Jerusalem Perspective has 2 articles on the subject. One is titled ‘Engaged: Eternally Dwelling in Hell? by Brian Becker, Nov. 27, 2012. Also ‘Salted with Fire’ by Westin Field.

Discussion on hell and all these other topics makes me want to listen or read what Ellul said about brainwashing! No one (overall) will listen but they will listen to false teachers! (Beth Moore is one I recently had a brief discussion about with someone who has great articles on misogyny). Being brainwashed is part of the problem and when it’s combined with behavior modification caused by damage to the brain we have a terrible situation that is almost impossible to change (if at all).

Tami

I would encourage you to listen to the lecture. Skip does a great job outline how these beliefs developed over the centuries.

Jeanette

I would like to! Curious as to why you said that! In a nutshell, what is Skip’s belief? Destroyed or eternal suffering? I have read all the comments but it’s not clear to me. Maybe I should read them again.

Tami

He leaves that up to you. He examines the scriptures comparing OT and NT and explains the origins of where the beliefs started. Greek beliefs on afterlife ( especially how Hellanism affected Judaism) , Babylonian,Egyptian and Persian beliefs about the dead and how these paradigms affect how we understand the scriptures. It was extremely eye opening and helped explained why we have so many different beliefs across cultures and religions about it! Even the need for us to have a definite answer on it is a result of our Greek Western paradigm to have the Right answers. If you can set aside the time to listen to it, please do! It’s 3 hours broken up in 2 parts with pdf slides

Jeanette

I actually have an opinion on it! Just wanted to know his. What’s yours?

Jeanette

I went to YouTube and came across Skip’s name on Dusty Feet’s posts. Maybe the same information? Part. 1,2,3 on heaven and hell. I think I know where he stands. Listened to all 3 but Part 3 in particular got my interest because of comments Skip made about pork, violating the Sabbath and Hitler.

One comment Skip made was about Hitler and his alleged suicide when talking about the concept of justice. Skip said it was a convenient suicide and stated it as fact. I am using the word alleged because there are documentaries on Hitler’s escape to Argentina. No justice there. I have bought one book on the subject. There is an Israeli man who also produced a documentary on his escape besides others before that one. There are a few books and I saw just part of a newspaper article from 1955 that was in one of the programs.

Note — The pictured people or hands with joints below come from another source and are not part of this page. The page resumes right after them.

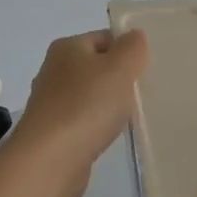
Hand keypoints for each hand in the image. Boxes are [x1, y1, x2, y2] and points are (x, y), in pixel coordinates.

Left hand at [7, 29, 148, 196]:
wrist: (49, 160)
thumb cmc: (86, 106)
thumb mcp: (119, 68)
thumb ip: (132, 48)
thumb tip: (134, 36)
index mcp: (67, 48)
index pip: (105, 38)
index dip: (128, 50)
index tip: (146, 70)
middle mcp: (54, 70)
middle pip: (97, 67)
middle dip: (120, 79)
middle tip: (143, 93)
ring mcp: (51, 103)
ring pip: (90, 95)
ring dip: (109, 104)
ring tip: (129, 117)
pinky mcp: (52, 132)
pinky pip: (83, 121)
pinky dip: (97, 126)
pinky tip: (108, 136)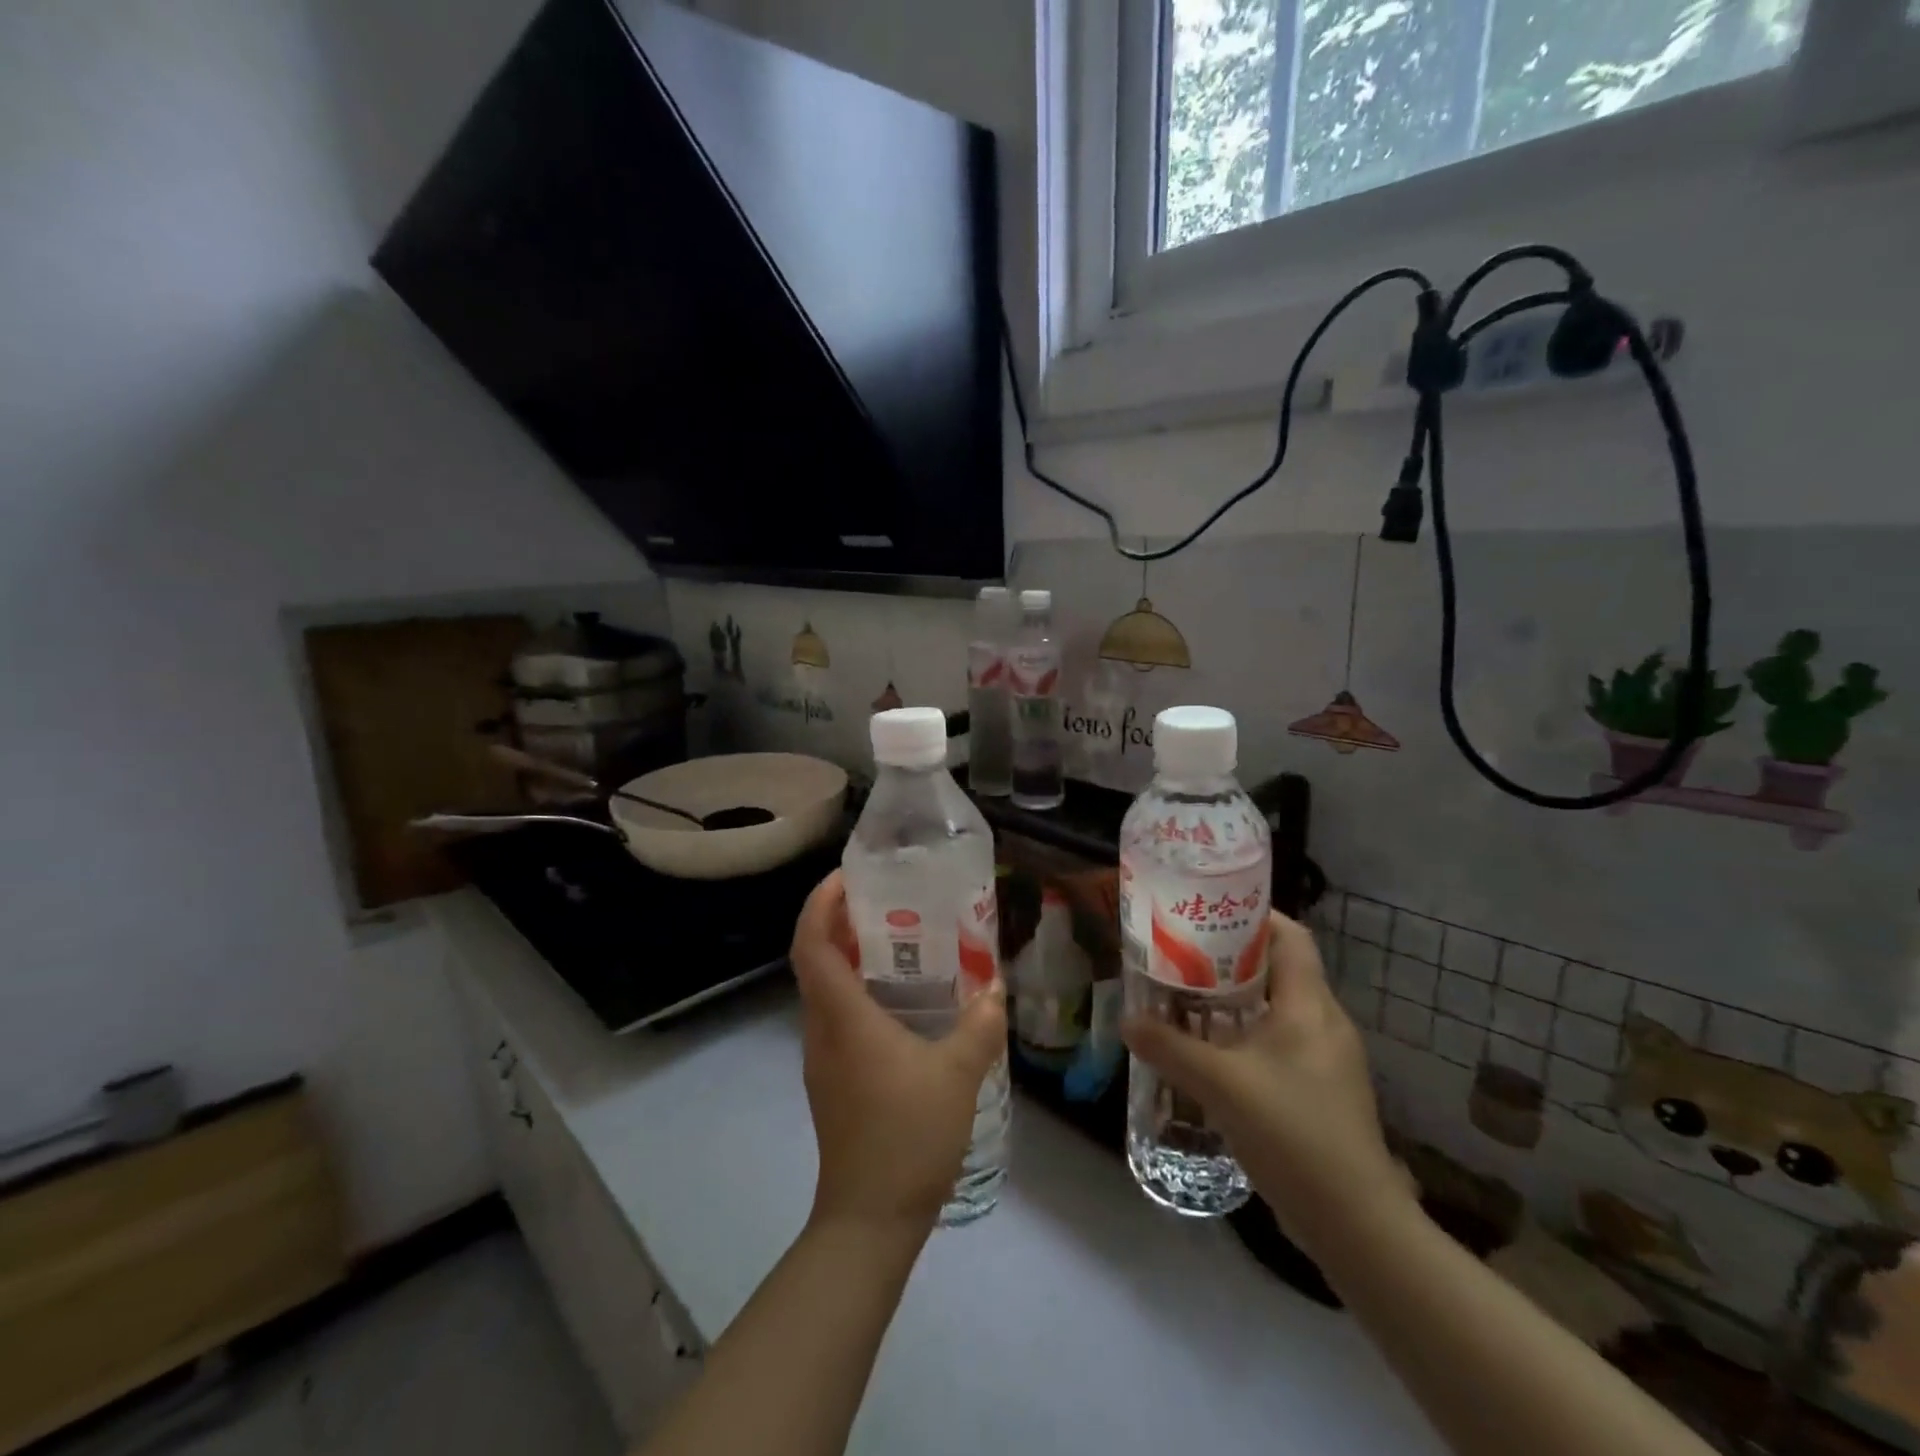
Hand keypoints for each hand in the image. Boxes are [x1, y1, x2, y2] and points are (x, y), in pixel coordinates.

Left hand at [790, 871, 1006, 1240]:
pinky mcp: (832, 1079)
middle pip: (813, 959)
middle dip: (836, 920)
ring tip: (895, 940)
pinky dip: (856, 990)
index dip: (818, 903)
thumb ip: (979, 1026)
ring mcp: (822, 1057)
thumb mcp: (957, 1075)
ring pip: (823, 988)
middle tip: (881, 899)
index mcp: (842, 1017)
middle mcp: (821, 1029)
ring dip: (847, 956)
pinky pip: (836, 1015)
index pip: (811, 943)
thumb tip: (994, 987)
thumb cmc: (907, 1135)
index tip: (844, 876)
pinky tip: (899, 1000)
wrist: (869, 1218)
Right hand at [1122, 911, 1409, 1257]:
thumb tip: (1127, 1021)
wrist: (1353, 1222)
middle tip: (1182, 953)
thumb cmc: (1291, 1132)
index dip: (1253, 914)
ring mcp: (1326, 1058)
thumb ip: (1168, 1047)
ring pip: (1277, 1007)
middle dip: (1230, 956)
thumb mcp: (1220, 1084)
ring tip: (1187, 997)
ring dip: (1235, 999)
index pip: (1290, 936)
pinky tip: (1212, 1052)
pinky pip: (1279, 1041)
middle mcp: (1324, 1021)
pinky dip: (1245, 1034)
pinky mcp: (1320, 1090)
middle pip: (1279, 968)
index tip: (1207, 911)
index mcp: (1310, 1005)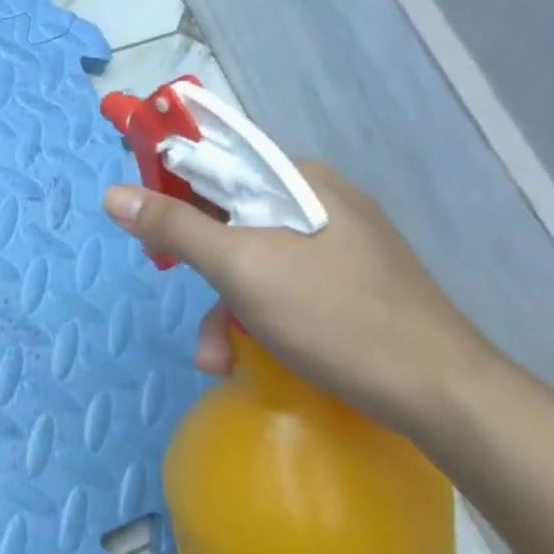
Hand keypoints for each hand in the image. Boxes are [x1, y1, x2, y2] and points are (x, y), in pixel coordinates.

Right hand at [104, 162, 498, 441]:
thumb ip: (177, 227)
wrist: (440, 393)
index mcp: (303, 181)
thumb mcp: (243, 268)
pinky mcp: (346, 288)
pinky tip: (243, 358)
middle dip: (199, 265)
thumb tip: (114, 194)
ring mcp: (337, 248)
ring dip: (222, 307)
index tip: (146, 220)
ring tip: (215, 357)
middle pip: (232, 217)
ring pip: (253, 260)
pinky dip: (254, 320)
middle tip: (175, 289)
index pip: (221, 160)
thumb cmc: (336, 316)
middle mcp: (320, 204)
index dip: (174, 183)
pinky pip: (279, 288)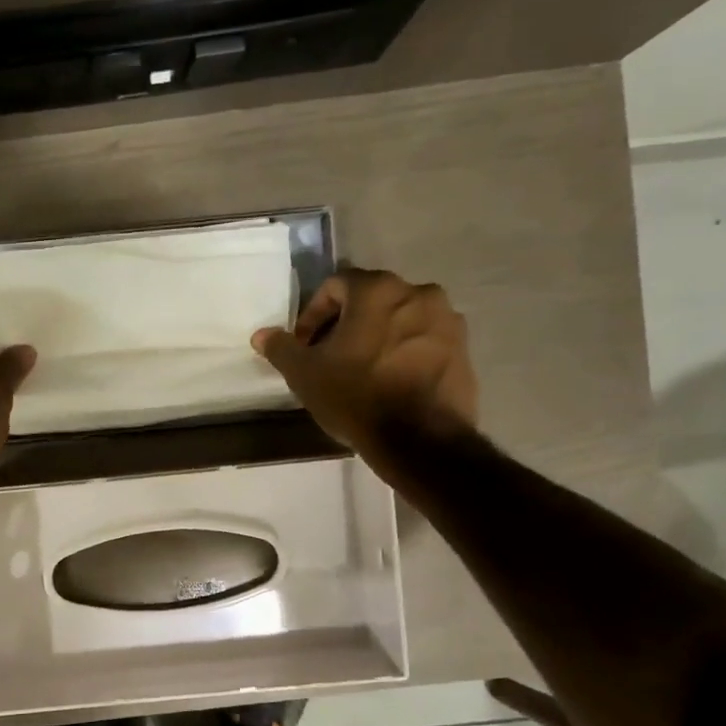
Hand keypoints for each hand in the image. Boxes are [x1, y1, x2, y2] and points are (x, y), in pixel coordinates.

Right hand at [252, 269, 476, 460]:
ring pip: (400, 319)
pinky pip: (424, 341)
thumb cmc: (356, 396)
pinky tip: (390, 382)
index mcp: (377, 290)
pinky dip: (404, 353)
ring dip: (378, 336)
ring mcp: (447, 321)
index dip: (313, 314)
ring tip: (361, 371)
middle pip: (371, 300)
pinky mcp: (464, 349)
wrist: (420, 439)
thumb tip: (262, 335)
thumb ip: (282, 348)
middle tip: (329, 357)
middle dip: (346, 324)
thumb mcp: (305, 374)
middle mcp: (418, 292)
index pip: (335, 285)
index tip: (305, 346)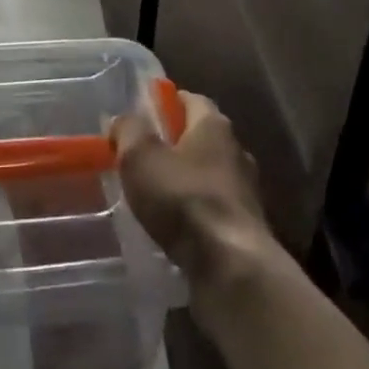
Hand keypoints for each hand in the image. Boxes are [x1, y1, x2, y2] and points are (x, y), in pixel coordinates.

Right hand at [112, 90, 274, 291]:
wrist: (231, 268)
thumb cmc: (183, 199)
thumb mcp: (141, 156)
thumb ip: (129, 130)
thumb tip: (123, 119)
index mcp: (214, 125)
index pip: (190, 99)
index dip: (166, 102)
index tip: (141, 113)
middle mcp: (236, 151)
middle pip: (201, 137)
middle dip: (173, 143)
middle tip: (141, 155)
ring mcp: (245, 191)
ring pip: (208, 175)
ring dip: (184, 181)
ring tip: (154, 195)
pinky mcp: (246, 228)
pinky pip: (213, 210)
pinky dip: (194, 213)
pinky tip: (173, 227)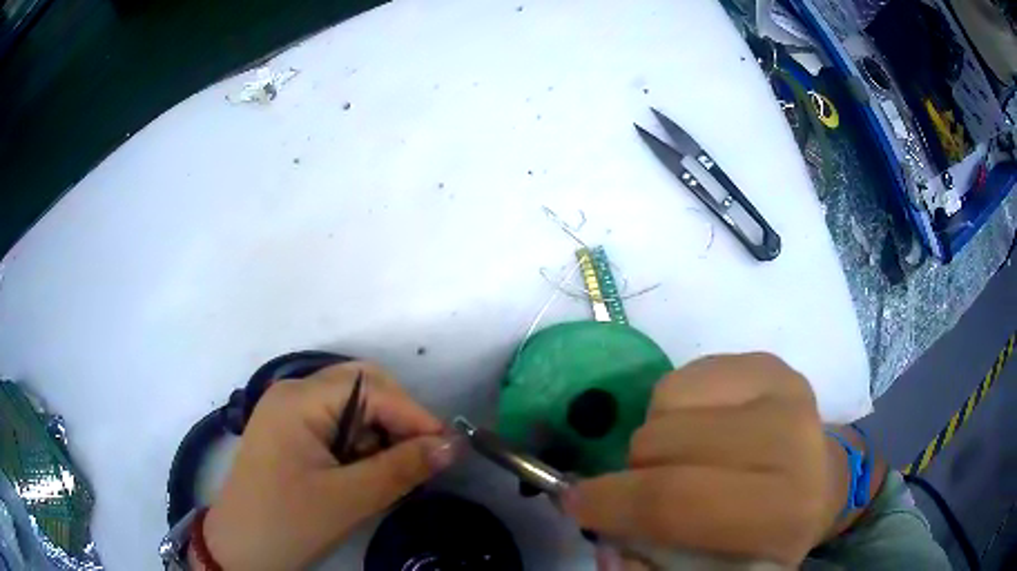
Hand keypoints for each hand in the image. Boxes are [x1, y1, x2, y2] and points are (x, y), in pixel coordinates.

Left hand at [197, 362, 457, 570]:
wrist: (239, 551)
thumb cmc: (289, 523)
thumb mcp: (349, 499)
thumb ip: (402, 468)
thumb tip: (452, 445)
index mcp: (299, 399)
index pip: (372, 388)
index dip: (414, 415)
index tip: (447, 448)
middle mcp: (292, 394)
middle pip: (361, 387)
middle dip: (397, 419)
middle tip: (422, 457)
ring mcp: (288, 414)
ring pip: (351, 407)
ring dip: (379, 434)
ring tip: (393, 473)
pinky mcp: (289, 435)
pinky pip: (335, 426)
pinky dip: (359, 445)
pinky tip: (366, 474)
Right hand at [562, 353, 840, 567]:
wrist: (816, 482)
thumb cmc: (764, 535)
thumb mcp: (714, 570)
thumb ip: (652, 566)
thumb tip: (607, 541)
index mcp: (781, 512)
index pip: (677, 502)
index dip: (612, 505)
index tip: (576, 505)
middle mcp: (791, 441)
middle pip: (664, 445)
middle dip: (630, 472)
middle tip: (636, 490)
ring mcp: (782, 390)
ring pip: (667, 403)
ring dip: (655, 439)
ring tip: (679, 460)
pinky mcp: (768, 362)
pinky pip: (684, 376)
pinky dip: (673, 408)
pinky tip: (699, 429)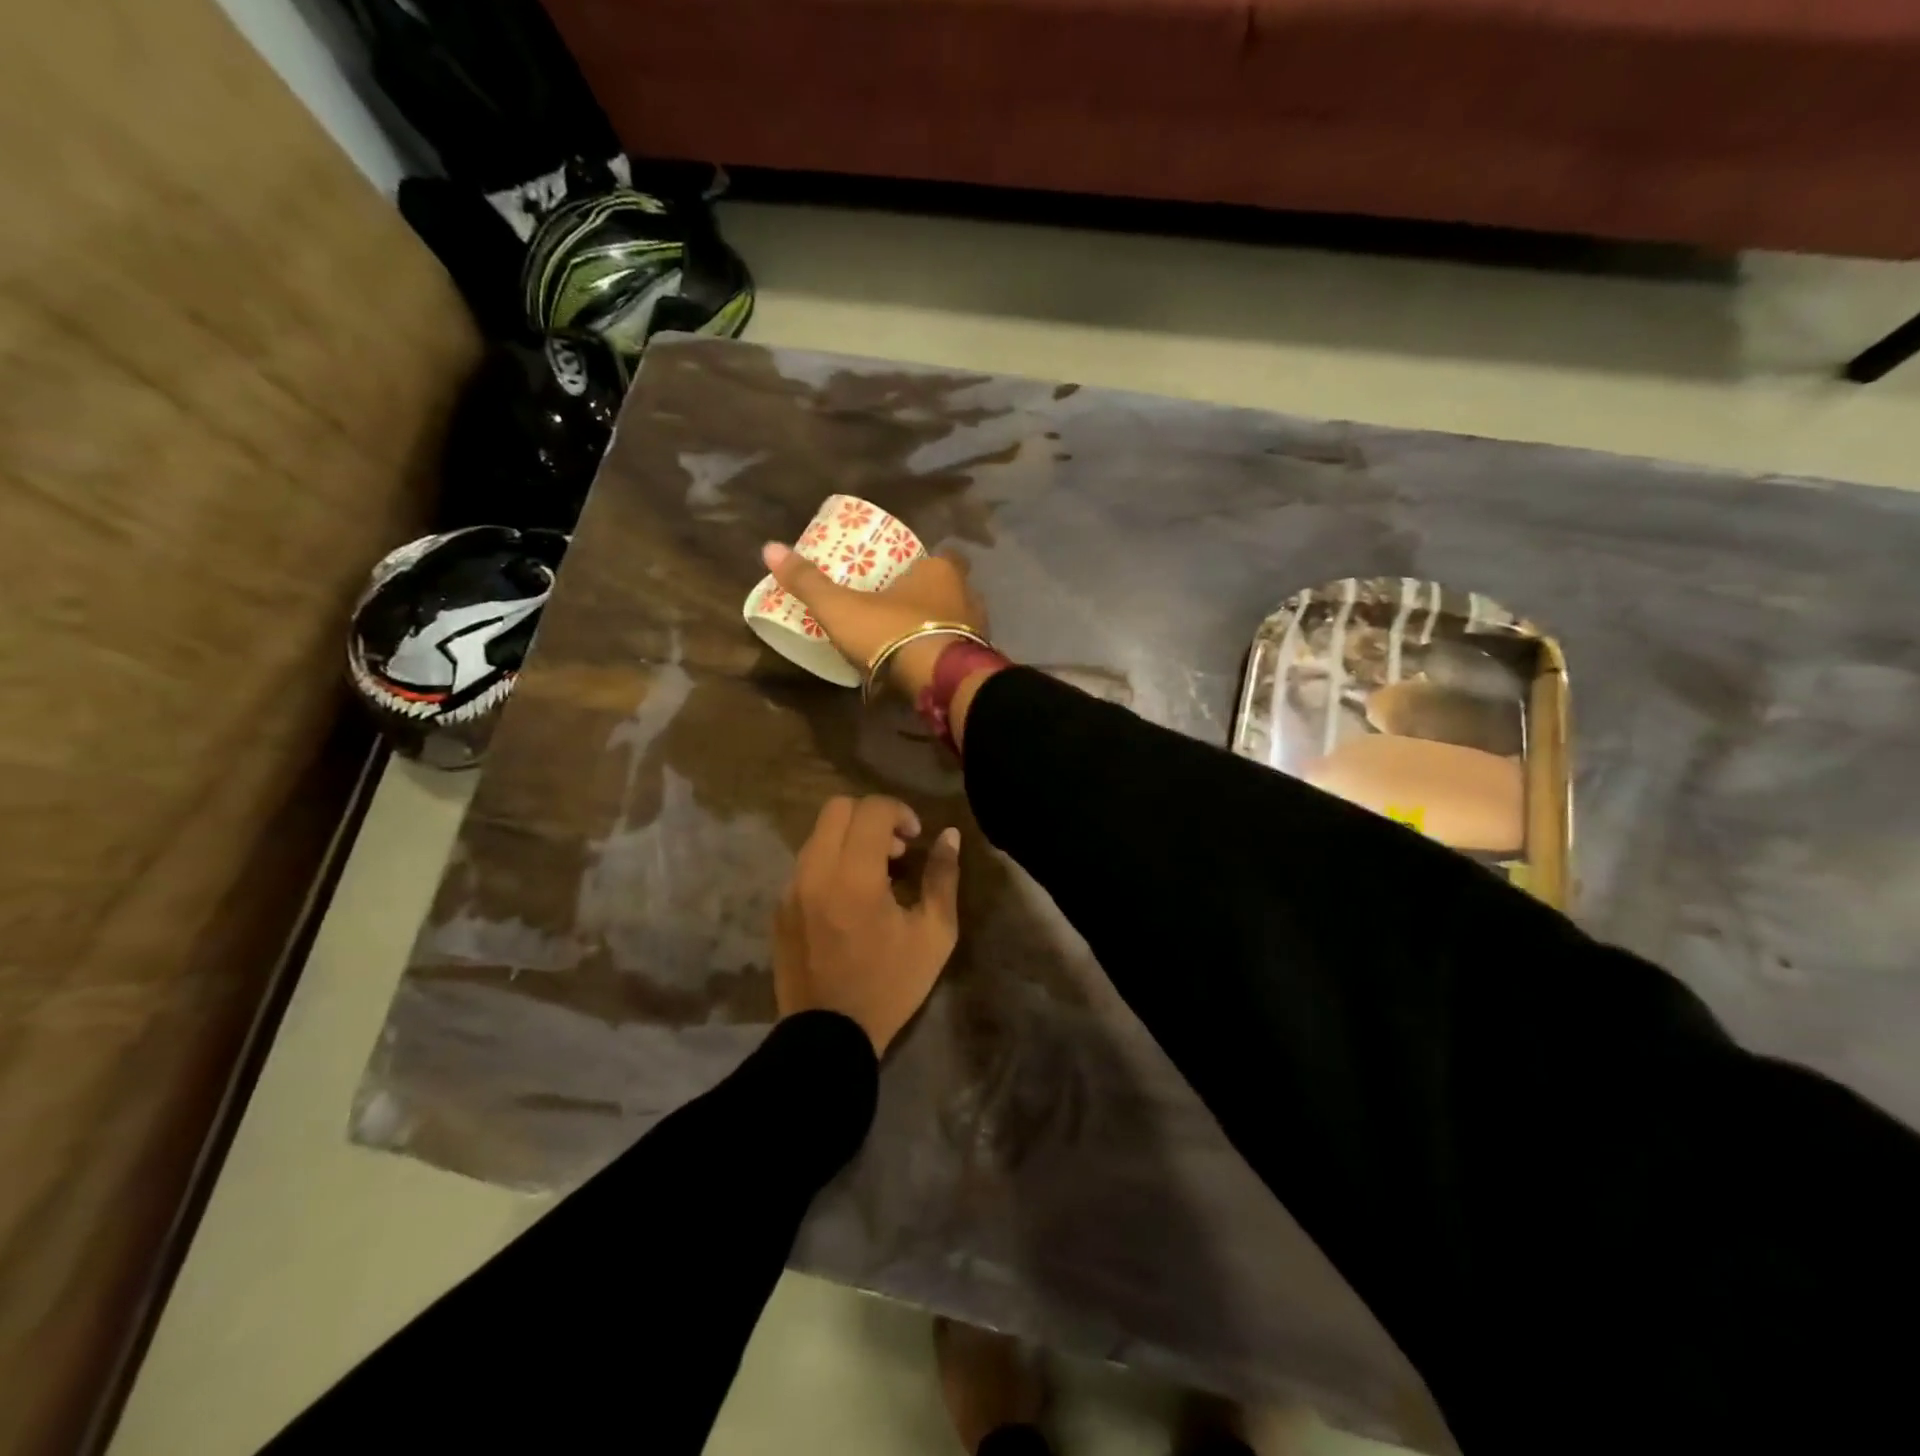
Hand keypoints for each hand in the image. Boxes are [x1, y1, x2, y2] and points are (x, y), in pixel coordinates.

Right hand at [761, 541, 987, 698]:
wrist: (938, 682)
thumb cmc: (893, 633)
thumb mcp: (842, 608)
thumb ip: (809, 582)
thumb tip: (769, 547)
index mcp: (941, 570)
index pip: (941, 556)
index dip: (923, 564)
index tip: (902, 576)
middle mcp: (968, 594)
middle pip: (951, 589)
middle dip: (931, 598)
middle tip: (902, 610)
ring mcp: (980, 630)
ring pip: (960, 621)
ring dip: (940, 628)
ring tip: (910, 640)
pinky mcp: (977, 662)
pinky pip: (962, 651)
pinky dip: (945, 655)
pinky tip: (925, 667)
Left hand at [773, 795, 962, 1054]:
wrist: (828, 1037)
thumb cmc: (889, 986)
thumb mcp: (934, 935)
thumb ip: (942, 877)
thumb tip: (949, 835)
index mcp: (854, 876)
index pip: (871, 809)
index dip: (900, 812)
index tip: (914, 839)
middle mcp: (815, 872)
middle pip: (837, 808)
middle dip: (871, 817)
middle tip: (895, 850)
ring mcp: (790, 889)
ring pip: (818, 834)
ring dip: (849, 839)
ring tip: (874, 876)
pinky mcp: (779, 907)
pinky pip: (805, 864)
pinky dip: (830, 863)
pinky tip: (848, 899)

I have more questions about comments he made.

Jeanette

I think it could be the same lecture. It was very long in the man’s post because he made comments along the way. 5 or 6 hours total I think. It was not Facebook but YouTube.

I was surprised by your comments about pork in part 3 of Dusty Feet’s post. You don’t eat pork, do you?

Tami

I will say one big take away I have after listening to the lecture was when Skip showed that there is not much if any focus on the afterlife in the OT. The focus is on Torah obedience and how we live here on earth now, today. How we live now in obedience to God is what really counts and the OT seems to infer that whatever happens after we die it’s up to God. After centuries of Greek influences in beliefs in the after life, a belief in the need for justice after an evil person dies (that there has to be some form of eternal punishment or something) the Church starts to put more focus on the afterlife, making sure we go to heaven when we die. Doesn’t matter what happens with life now, just focus on salvation giving your life to Christ, etc. Skip said a quote from Abraham Heschel where he said, ” Judaism is on how to live right, ” Christianity is on how to die right”. That resonated with me. We have so many concerns about where we end up when we leave here: Will it be heaven or hell? Now I’m wondering should that even be our focus? Concentrate on living for God, being obedient to His word, living out His purposes on earth and If I truly put trust in how He is God of justice, mercy, compassion what happens after I die is up to Him because I trust Him!